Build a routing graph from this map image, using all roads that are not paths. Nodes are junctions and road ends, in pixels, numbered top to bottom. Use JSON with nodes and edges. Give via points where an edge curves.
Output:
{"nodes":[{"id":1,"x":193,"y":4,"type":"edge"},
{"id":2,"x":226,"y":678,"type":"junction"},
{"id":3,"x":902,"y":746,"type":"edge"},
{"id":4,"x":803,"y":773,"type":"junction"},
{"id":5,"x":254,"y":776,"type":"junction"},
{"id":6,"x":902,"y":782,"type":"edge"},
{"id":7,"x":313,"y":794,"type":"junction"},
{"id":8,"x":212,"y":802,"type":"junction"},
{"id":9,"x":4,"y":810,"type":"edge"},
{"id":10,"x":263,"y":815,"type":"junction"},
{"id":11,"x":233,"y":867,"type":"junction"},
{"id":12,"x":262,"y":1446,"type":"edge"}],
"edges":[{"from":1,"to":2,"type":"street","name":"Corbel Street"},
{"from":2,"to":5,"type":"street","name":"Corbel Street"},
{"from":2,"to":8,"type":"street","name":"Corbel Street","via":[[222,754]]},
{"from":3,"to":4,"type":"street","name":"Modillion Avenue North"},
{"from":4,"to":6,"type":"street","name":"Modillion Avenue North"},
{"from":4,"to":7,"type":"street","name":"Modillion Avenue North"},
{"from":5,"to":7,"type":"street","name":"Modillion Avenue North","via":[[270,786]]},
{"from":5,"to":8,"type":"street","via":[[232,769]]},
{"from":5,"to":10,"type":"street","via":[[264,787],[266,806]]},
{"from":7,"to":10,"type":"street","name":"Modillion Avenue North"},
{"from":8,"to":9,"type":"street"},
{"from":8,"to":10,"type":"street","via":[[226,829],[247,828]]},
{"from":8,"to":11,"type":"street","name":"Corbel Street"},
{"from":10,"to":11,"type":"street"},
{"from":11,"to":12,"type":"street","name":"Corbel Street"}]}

· · · · · · ·

- _Exercise objective_:
Check each line of the records for the string "Corbel" and copy those that have it.

- _Solution to this task_:
"edges":[{"from":1,"to":2,"type":"street","name":"Corbel Street"},
{"from":2,"to":5,"type":"street","name":"Corbel Street"},
{"from":2,"to":8,"type":"street","name":"Corbel Street","via":[[222,754]]},
{"from":8,"to":11,"type":"street","name":"Corbel Street"},
{"from":11,"to":12,"type":"street","name":"Corbel Street"}]}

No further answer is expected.